Your assignment => Quote exactly the lines running from the line with "Write the network" to the end of the entries, including both, and nothing else.

++++++++++

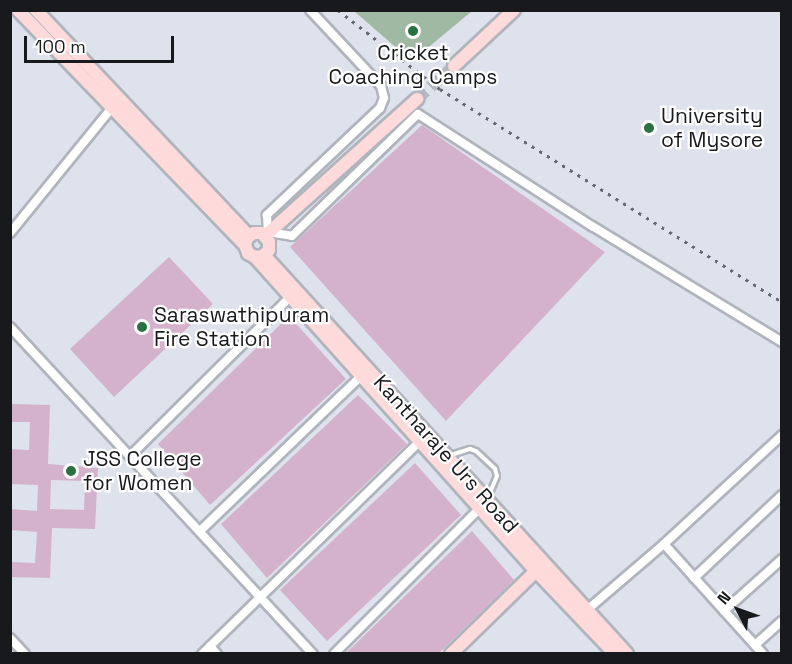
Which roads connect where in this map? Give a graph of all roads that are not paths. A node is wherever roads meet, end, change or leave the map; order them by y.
1 (18, 10) edge
2 (36, 10) edge
3 (310, 10) edge
4 (514, 10) edge
5 (454, 66) tunnel mouth
6 (417, 99) tunnel mouth
7 (115, 103) junction
8 (10, 233) edge
9 (267, 234) junction
10 (247, 241) junction
11 (260, 256) junction
12 (289, 298) junction
13 (10, 327) edge
14 (782, 342) edge
15 (360, 377) junction
16 (782, 435) edge
17 (423, 438) junction
18 (130, 456) junction
19 (448, 457) junction
20 (782, 495) edge
21 (484, 504) junction
22 (200, 531) junction
23 (664, 544) junction
24 (782, 559) edge
25 (540, 568) junction
26 (694, 578) junction
27 (262, 597) junction
28 (587, 610) junction
29 (724, 611) junction
30 (782, 621) edge
31 (10, 638) edge
32 (755, 645) junction
33 (210, 646) junction
34 (25, 654) edge
35 (202, 654) edge
36 (217, 654) edge
37 (313, 654) edge
38 (334, 654) edge
39 (451, 654) edge
40 (615, 654) edge
41 (627, 654) edge
42 (763, 654) edge

1 - 7 street
2 - 7 street
3 - 9 street
4 - 5 street
6 - 9 street
7 - 8 street
7 - 10 street
9 - 10 street
9 - 11 street
9 - 14 street
10 - 11 street
11 - 12 street, Kantharaje Urs Road
11 - 17 street, Kantharaje Urs Road
12 - 15 street, Kantharaje Urs Road
12 - 18 street
13 - 18 street
15 - 17 street, Kantharaje Urs Road
15 - 22 street
16 - 23 street
17 - 19 street, Kantharaje Urs Road
17 - 21 street, Kantharaje Urs Road
17 - 27 street
18 - 22 street
19 - 21 street, Kantharaje Urs Road
19 - 21 lane
20 - 26 street
21 - 25 street, Kantharaje Urs Road
21 - 38 street
22 - 27 street
23 - 26 street
23 - 28 street
24 - 29 street
25 - 28 street, Kantharaje Urs Road
25 - 39 street
25 - 40 street, Kantharaje Urs Road
26 - 29 street
27 - 33 street
27 - 37 street
28 - 41 street, Kantharaje Urs Road
29 - 32 street
30 - 32 street
31 - 34 street
32 - 42 street
33 - 35 street
33 - 36 street

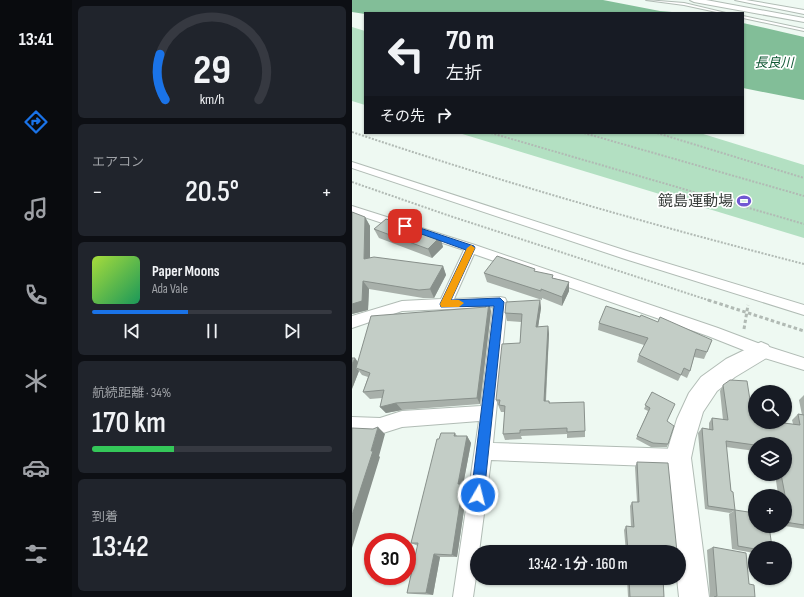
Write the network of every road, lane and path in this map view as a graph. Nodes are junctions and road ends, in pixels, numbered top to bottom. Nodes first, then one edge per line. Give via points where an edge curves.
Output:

++++++++++

Your response =>
Write the network of every road, lane and path in this map view as a graph. Nodes are junctions and road ends, in pixels, numbered top to bottom. Nodes first, then one edge per line. Give via points where an edge curves.
Output:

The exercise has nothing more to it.